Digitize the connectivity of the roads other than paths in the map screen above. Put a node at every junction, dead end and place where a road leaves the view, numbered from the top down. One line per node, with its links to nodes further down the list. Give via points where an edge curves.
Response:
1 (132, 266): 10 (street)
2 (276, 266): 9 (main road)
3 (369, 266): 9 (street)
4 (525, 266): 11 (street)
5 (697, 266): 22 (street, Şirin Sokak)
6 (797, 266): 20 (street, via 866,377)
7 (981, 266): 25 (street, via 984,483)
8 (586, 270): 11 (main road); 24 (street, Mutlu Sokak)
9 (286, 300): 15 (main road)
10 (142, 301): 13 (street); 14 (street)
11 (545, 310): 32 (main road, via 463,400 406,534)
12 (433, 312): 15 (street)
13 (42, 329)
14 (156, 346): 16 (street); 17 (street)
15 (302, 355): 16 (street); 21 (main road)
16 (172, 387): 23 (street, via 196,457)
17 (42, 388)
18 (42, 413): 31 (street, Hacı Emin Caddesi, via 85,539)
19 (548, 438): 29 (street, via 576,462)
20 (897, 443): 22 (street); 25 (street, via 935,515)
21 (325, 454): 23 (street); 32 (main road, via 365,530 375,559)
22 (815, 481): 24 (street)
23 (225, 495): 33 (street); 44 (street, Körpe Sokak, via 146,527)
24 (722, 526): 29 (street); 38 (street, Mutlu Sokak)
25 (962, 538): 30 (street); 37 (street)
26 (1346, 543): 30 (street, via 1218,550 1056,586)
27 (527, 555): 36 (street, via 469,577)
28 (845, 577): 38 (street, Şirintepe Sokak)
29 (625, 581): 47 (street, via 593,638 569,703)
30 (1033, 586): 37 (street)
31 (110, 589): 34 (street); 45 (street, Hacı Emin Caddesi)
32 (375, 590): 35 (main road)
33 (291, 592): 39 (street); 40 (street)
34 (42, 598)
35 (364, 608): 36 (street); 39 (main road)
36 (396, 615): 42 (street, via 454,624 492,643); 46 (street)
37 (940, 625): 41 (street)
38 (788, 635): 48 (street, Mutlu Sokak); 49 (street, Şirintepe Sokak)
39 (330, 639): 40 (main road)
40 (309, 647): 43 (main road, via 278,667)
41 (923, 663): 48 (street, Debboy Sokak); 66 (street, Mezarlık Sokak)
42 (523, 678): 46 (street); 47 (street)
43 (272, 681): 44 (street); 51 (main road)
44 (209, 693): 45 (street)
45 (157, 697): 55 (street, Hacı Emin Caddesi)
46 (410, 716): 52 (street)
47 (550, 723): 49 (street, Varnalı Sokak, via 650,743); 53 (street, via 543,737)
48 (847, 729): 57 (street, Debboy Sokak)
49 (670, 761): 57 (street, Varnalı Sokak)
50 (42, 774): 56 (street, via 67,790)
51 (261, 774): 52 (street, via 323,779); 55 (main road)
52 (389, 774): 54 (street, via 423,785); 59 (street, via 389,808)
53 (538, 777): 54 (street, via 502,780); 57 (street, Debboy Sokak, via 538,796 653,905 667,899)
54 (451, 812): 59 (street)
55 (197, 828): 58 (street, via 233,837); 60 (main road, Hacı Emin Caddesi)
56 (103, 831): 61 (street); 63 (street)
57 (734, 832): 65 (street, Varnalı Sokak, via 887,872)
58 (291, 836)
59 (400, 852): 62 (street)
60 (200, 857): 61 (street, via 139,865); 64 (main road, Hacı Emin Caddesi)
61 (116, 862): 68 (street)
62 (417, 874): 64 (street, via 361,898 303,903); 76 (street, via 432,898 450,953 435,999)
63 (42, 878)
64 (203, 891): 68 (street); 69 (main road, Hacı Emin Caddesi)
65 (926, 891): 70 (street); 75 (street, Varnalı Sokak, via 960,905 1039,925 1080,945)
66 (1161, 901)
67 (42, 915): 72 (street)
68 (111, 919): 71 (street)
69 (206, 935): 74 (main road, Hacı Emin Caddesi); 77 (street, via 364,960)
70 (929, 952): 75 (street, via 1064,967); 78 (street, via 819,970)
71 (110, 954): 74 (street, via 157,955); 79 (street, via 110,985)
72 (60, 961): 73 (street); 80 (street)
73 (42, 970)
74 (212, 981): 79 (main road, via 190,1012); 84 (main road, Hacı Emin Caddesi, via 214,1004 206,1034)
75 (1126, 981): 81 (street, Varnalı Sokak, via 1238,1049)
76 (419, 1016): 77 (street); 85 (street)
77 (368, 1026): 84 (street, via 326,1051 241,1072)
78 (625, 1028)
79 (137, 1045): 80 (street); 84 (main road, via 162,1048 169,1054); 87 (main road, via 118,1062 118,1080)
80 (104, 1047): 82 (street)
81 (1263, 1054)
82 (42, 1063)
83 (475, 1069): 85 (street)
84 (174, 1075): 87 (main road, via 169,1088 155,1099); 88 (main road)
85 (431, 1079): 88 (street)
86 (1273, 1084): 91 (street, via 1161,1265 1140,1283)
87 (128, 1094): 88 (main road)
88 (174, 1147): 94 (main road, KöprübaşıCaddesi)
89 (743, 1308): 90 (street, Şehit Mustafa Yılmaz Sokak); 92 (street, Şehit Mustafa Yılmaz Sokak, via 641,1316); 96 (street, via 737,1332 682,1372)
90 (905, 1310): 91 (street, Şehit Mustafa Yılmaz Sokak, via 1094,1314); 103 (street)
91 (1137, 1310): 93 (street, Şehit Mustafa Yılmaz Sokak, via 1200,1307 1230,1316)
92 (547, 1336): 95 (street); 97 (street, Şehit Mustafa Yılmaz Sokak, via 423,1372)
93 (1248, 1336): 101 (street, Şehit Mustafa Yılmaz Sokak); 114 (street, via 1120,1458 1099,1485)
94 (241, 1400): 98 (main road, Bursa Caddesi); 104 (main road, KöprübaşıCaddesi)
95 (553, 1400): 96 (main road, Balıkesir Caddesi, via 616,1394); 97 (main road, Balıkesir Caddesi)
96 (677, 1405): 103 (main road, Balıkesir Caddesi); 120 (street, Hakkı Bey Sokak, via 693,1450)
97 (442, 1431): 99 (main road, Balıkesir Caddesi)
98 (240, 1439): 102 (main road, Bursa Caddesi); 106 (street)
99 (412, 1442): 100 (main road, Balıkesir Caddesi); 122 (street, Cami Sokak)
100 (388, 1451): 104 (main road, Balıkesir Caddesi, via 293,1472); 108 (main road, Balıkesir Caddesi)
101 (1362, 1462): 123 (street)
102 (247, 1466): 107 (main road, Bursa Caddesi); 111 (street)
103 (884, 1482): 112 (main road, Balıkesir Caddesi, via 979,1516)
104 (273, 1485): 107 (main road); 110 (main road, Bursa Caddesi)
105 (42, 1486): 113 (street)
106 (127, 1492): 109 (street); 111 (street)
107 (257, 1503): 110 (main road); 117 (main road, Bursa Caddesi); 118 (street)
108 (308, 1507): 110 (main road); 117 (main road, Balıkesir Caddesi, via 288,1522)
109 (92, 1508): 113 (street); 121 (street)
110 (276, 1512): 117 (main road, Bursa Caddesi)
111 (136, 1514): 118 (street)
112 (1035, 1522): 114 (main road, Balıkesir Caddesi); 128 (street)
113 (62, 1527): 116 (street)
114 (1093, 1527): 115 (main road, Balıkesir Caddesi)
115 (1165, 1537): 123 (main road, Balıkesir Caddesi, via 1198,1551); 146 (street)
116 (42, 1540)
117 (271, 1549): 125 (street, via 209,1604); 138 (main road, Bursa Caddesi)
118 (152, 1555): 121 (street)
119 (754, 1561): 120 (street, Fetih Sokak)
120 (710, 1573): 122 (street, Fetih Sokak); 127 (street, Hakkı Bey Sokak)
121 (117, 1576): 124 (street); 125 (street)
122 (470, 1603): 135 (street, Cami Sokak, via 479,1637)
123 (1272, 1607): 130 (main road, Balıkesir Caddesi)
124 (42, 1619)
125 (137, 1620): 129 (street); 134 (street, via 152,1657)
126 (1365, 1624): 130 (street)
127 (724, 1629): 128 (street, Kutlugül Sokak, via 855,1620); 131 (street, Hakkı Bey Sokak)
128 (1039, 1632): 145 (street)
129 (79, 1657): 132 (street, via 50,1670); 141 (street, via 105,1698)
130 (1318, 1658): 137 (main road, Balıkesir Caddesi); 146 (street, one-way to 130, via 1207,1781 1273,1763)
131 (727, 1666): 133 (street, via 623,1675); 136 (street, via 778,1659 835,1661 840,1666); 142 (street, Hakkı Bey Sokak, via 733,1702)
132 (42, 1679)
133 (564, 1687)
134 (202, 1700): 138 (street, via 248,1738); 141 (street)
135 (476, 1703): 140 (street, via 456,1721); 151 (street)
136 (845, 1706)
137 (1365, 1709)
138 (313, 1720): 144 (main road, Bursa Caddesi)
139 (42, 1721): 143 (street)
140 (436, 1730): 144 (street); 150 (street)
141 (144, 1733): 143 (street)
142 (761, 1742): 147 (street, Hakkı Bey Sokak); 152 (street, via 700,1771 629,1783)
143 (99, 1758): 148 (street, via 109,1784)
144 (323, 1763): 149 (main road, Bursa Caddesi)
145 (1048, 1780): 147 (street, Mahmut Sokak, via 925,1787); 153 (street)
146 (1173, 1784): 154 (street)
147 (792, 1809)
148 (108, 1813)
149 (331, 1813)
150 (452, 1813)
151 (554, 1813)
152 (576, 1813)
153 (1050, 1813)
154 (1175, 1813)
*-*-*
> Activity: Write down every line of the data above that includes the string "Varnalı".

> Response:
47 (550, 723): 49 (street, Varnalı Sokak, via 650,743); 53 (street, via 543,737)
49 (670, 761): 57 (street, Varnalı Sokak)
57 (734, 832): 65 (street, Varnalı Sokak, via 887,872)
65 (926, 891): 70 (street); 75 (street, Varnalı Sokak, via 960,905 1039,925 1080,945)
75 (1126, 981): 81 (street, Varnalı Sokak, via 1238,1049)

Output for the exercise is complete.